START Extracted information
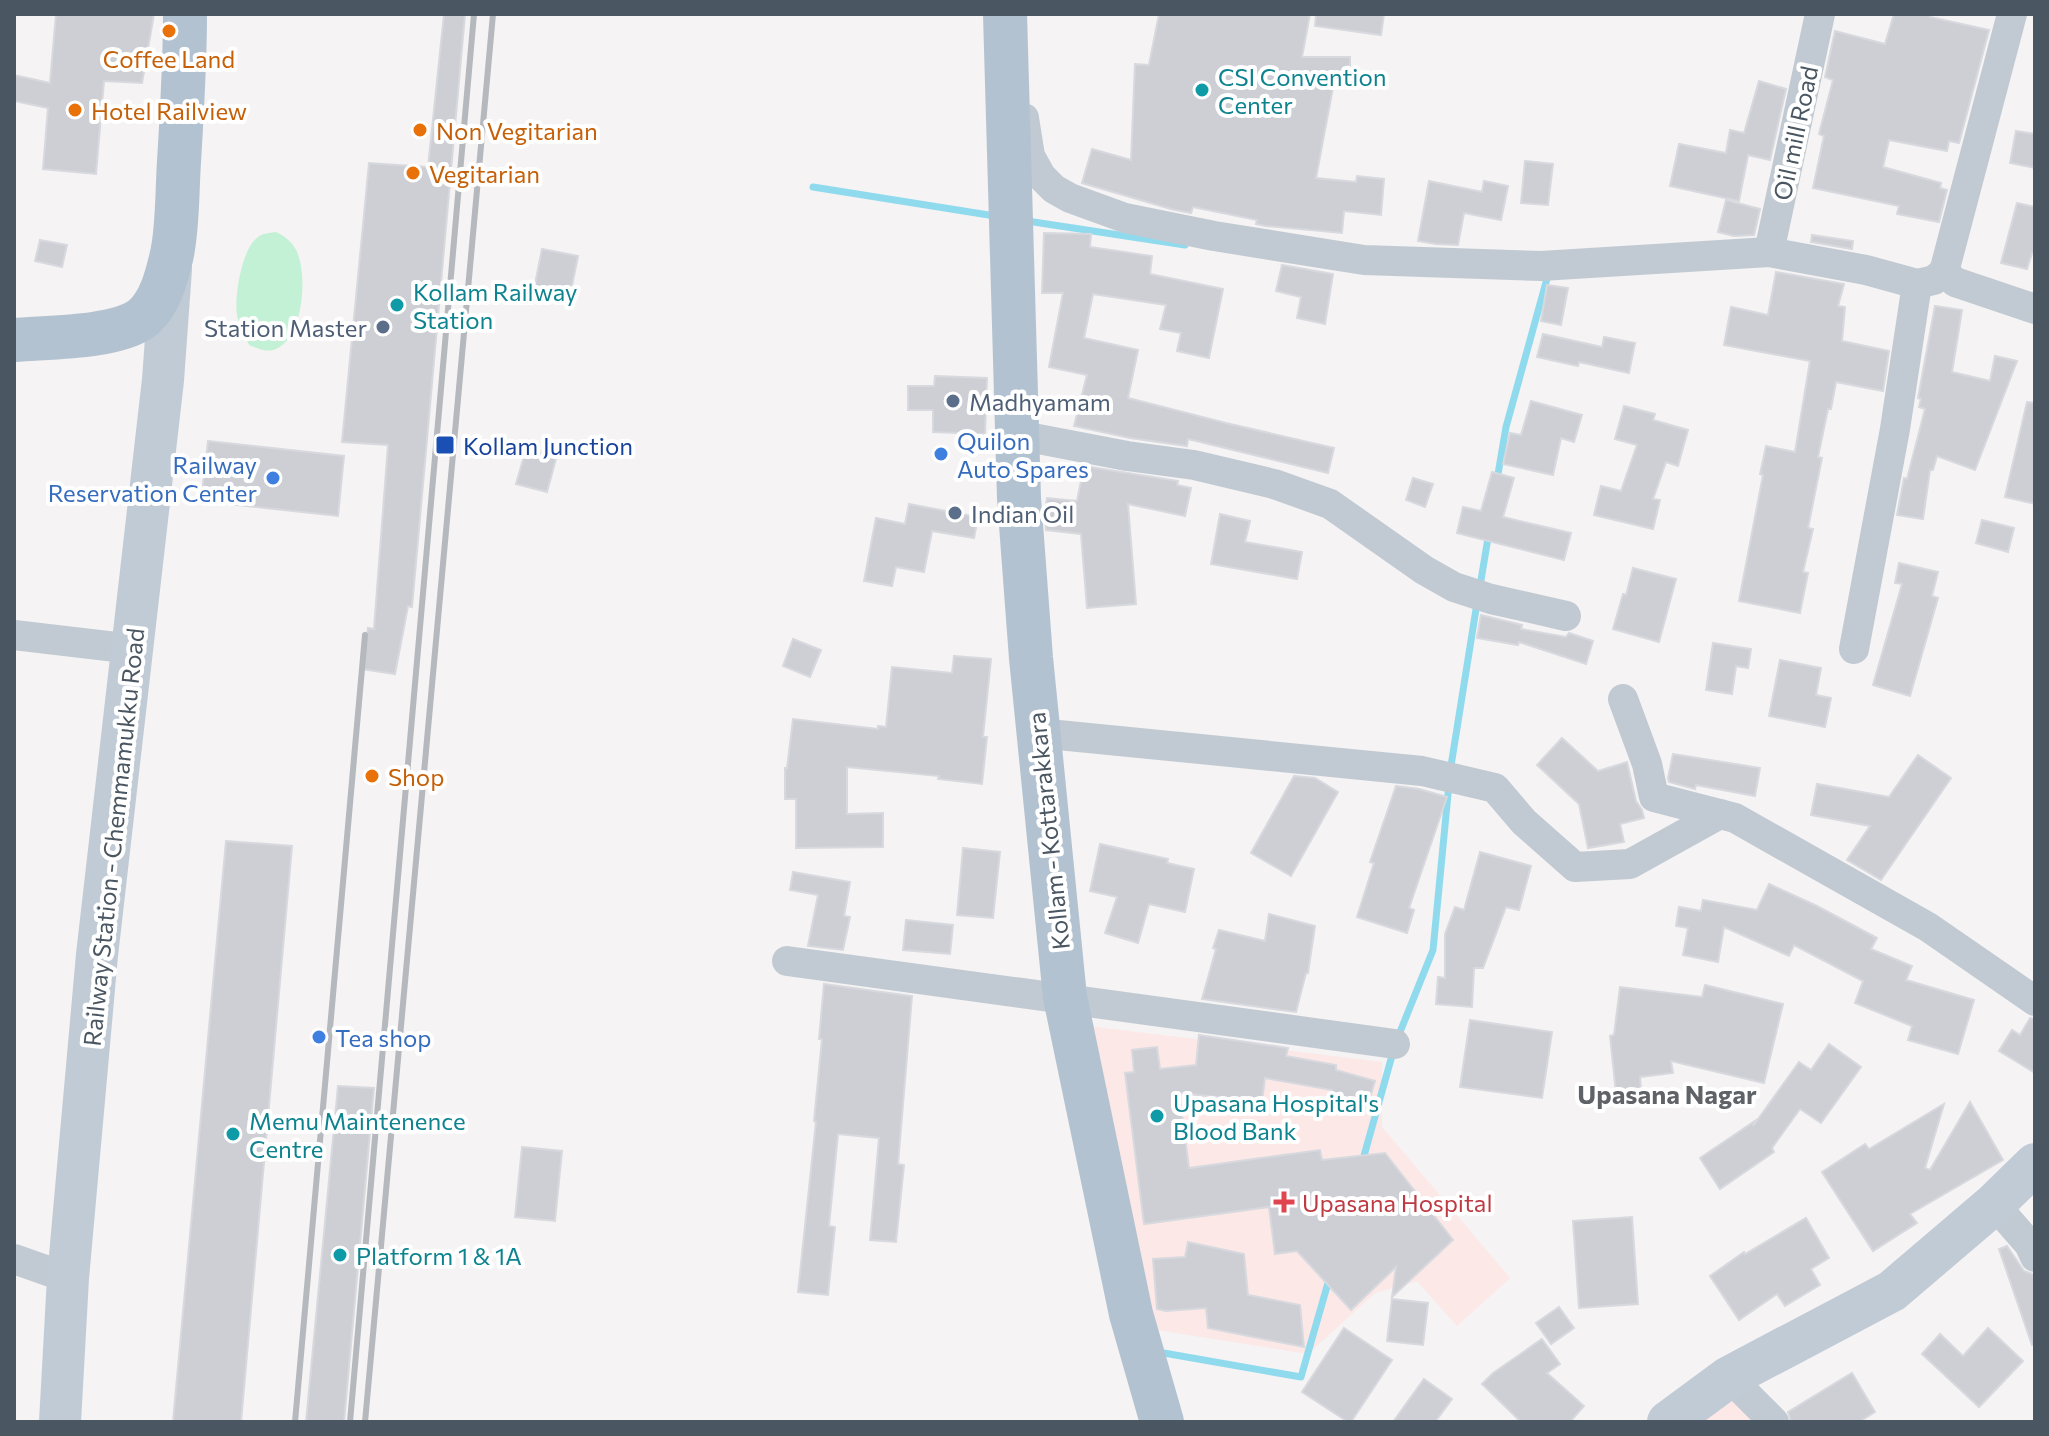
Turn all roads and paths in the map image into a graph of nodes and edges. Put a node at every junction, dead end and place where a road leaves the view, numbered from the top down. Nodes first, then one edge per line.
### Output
1 (185, 14) edge
2 (1005, 14) edge
3 (1820, 14) edge
4 (2012, 14) edge
5 (1007, 66) junction
6 (172, 252) junction
7 (1769, 252) junction
8 (1930, 278) junction
9 (2035, 309) edge
10 (86, 335) junction
11 (14, 340) edge
12 (164, 367) junction
13 (1017, 435) junction
14 (1566, 616) dead end
15 (14, 635) edge
16 (133, 649) junction
17 (1854, 649) dead end
18 (1623, 699) dead end
19 (1038, 733) junction
20 (1720, 814) junction
21 (787, 961) dead end
22 (1065, 997) junction
23 (2035, 1001) edge
24 (1395, 1044) dead end
25 (2033, 1171) edge
26 (1994, 1204) junction
27 (2035, 1257) edge
28 (14, 1259) edge
29 (68, 1278) junction
30 (1729, 1377) junction
31 (60, 1422) edge
32 (1162, 1422) edge
33 (1668, 1422) edge
34 (1774, 1422) edge

1 - 6 main road
2 - 5 main road, Kollam - Kottarakkara
3 - 7 street, Oil mill Road
4 - 8 street
5 - 7 street
5 - 13 main road, Kollam - Kottarakkara
6 - 10 main road
6 - 12 main road, Railway Station - Chemmamukku Road
7 - 8 street
8 - 9 street
8 - 17 street
10 - 11 main road
10 - 12 main road
12 - 16 main road, Railway Station - Chemmamukku Road
13 - 14 street
13 - 19 main road, Kollam - Kottarakkara
15 - 16 street
16 - 29 main road, Railway Station - Chemmamukku Road
18 - 20 street
19 - 20 street
19 - 22 main road, Kollam - Kottarakkara
20 - 23 street
21 - 22 street
22 - 24 street
22 - 32 main road, Kollam - Kottarakkara
25 - 26 main road
26 - 27 street
26 - 30 main road
28 - 29 street
29 - 31 main road, Railway Station - Chemmamukku Road
30 - 33 main road
30 - 34 street

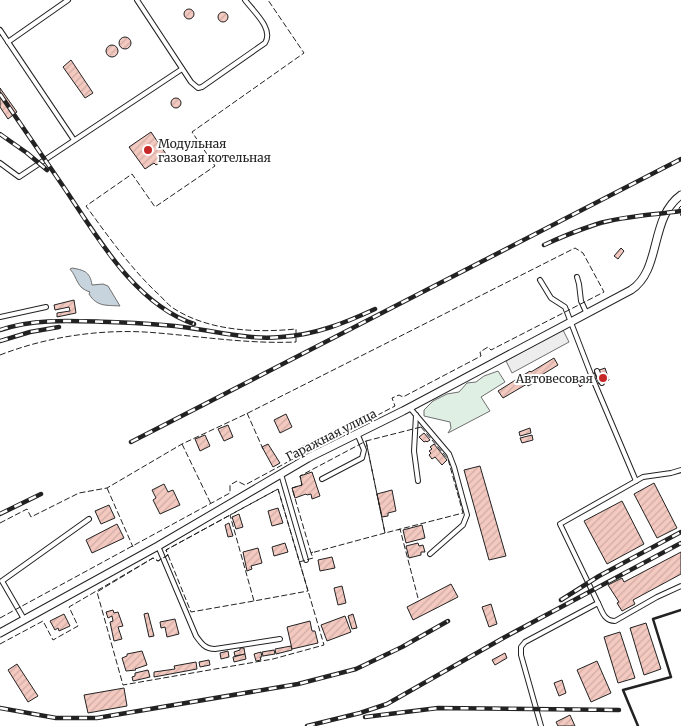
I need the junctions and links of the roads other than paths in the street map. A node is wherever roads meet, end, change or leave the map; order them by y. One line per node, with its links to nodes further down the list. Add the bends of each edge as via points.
1 (68, 0): 5 (lane)
2 (137, 0): 6 (lane)
3 (245, 0): 6 (lane, via 267,29 265,43 202,87 194,86)
4 (0, 30): 5 (lane)
5 (8, 42): 7 (lane)
6 (182, 69): 7 (lane)
7 (74, 140): 8 (lane, via 19,178)
8 (0, 163)
9 (681, 194): 13 (street, Гаражная улица, via 666,213 640,283)
10 (577, 277): 13 (lane)
11 (540, 280): 15 (lane, via 551,298 565,307)
12 (46, 307): 14 (lane)
13 (586, 314): 15 (street, Гаражная улица)
14 (0, 317)
15 (571, 322): 18 (street, Гаражная улица); 24 (lane)
16 (598, 371): 17 (lane)
17 (602, 383)
18 (410, 408): 19 (lane); 20 (street, Гаражная улица)
19 (416, 415): 25 (lane, via 414,451); 28 (lane, via 449,454 467,515 463,525)
20 (357, 433): 22 (street, Гаражная улица); 23 (lane, via 364,450 362,458)
21 (681, 470): 24 (lane)
22 (281, 474): 27 (street, Гаражная улица); 29 (lane)
23 (322, 479)
24 (636, 481): 31 (lane, via 560,524)
25 (418, 482)
26 (89, 519): 32 (lane, via 2,581)
27 (158, 546): 32 (street, Гаражная улица); 34 (lane, via 196,636 204,646 210,649)
28 (430, 554)
29 (306, 560)
30 (681, 586): 31 (lane, via 615,621 606,618)
31 (598, 603): 35 (lane, via 525,642 521,648)
32 (24, 619): 33 (street, Гаражная улица)
33 (0, 633)
34 (280, 639)
35 (542, 726)

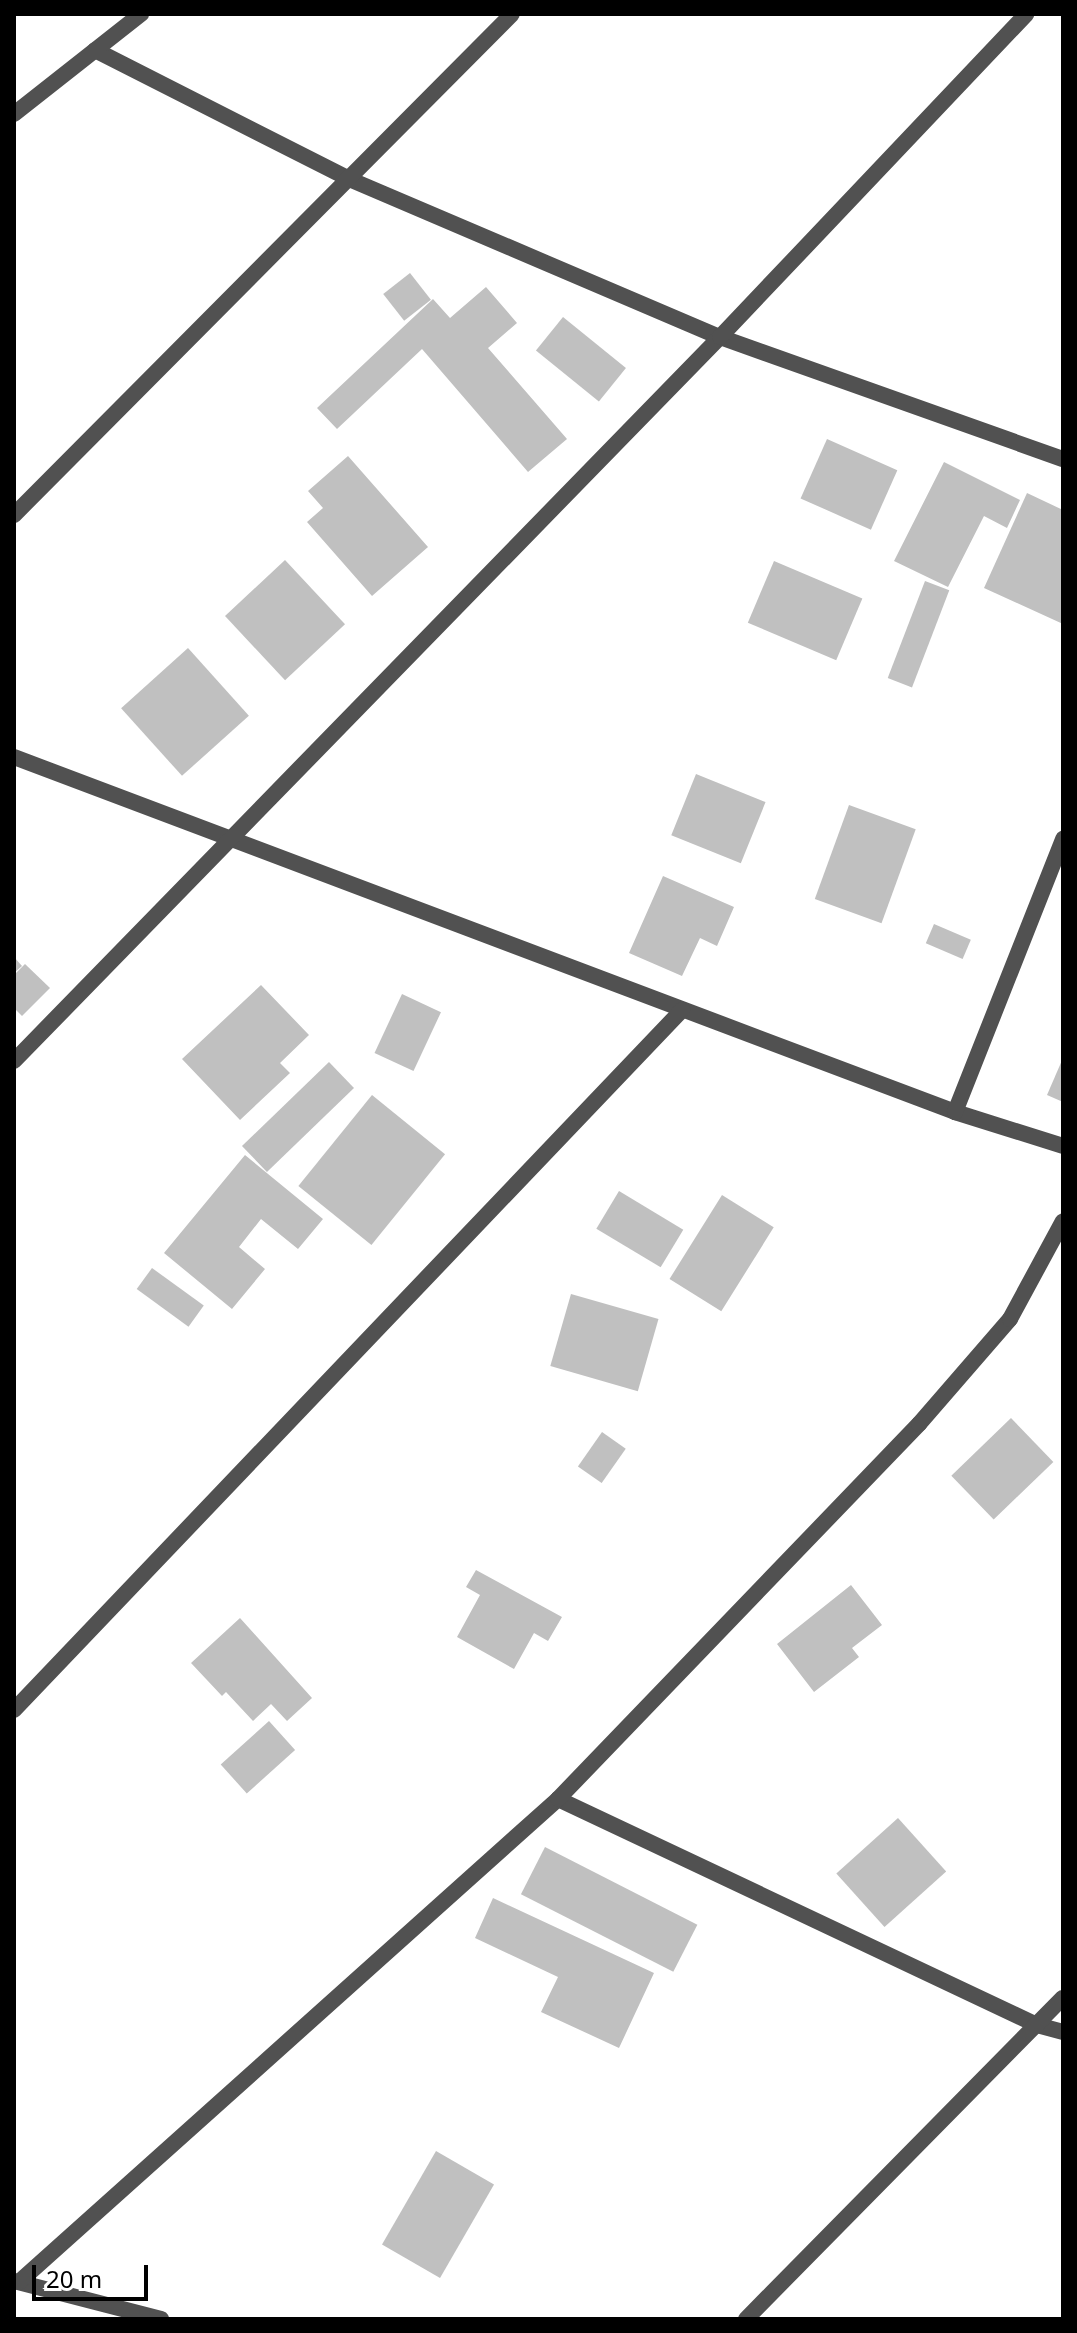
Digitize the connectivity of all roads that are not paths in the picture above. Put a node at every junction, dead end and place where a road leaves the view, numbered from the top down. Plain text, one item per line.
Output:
1 (141, 14) edge
2 (512, 14) edge
3 (1026, 14) edge
4 (95, 50) junction
5 (14, 114) edge
6 (349, 179) junction
7 (720, 337) junction
8 (1063, 459) edge
9 (14, 515) edge
10 (14, 757) edge
11 (228, 838) junction
12 (1063, 839) edge
13 (682, 1010) junction
14 (14, 1061) edge
15 (955, 1112) junction
16 (1063, 1146) edge
17 (1063, 1221) edge
18 (14, 1710) edge
19 (558, 1799) junction
20 (1063, 1998) edge
21 (1037, 2025) junction
22 (1063, 2032) edge
23 (17, 2281) edge
24 (154, 2318) edge
25 (746, 2319) edge

1 - 4 street
2 - 6 street
3 - 7 street
4 - 5 street
4 - 6 street
6 - 7 street
6 - 9 street
7 - 8 street
7 - 11 street
10 - 11 street
11 - 13 street
11 - 14 street
12 - 15 street
13 - 15 street
13 - 18 street
15 - 16 street
17 - 19 street
19 - 21 street
19 - 23 street
20 - 21 street
21 - 22 street
21 - 25 street
23 - 24 street

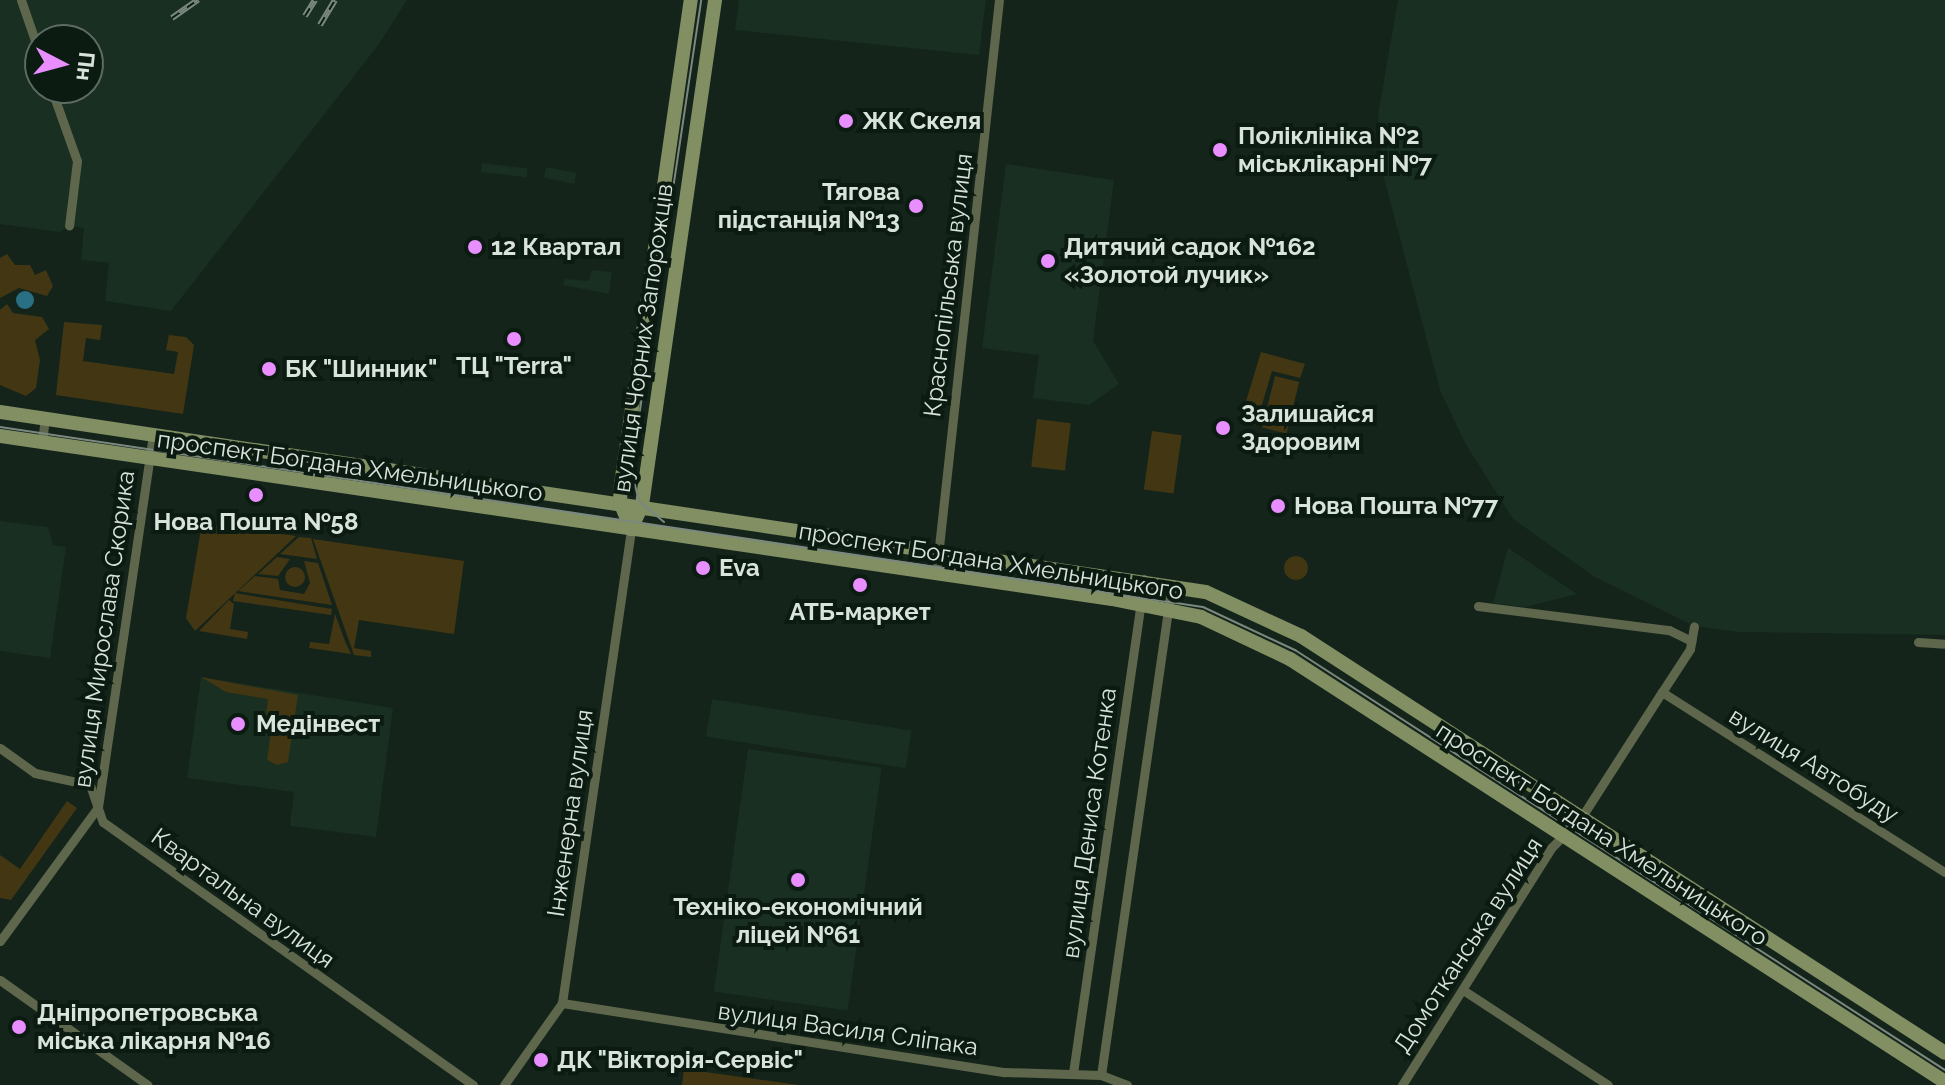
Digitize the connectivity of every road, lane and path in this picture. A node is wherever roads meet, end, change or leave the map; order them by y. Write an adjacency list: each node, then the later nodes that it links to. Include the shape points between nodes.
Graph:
END Extracted information
__Task__.
Beginning with the line that contains "Digitize the connectivity of every", restate word for word each line through the last one in the data, and write nothing more.

__Task response__.
Digitize the connectivity of every road, lane and path in this picture. A node is wherever roads meet, end, change or leave the map; order them by y. Write an adjacency list: each node, then the later nodes that it links to. Include the shape points between nodes.
Graph:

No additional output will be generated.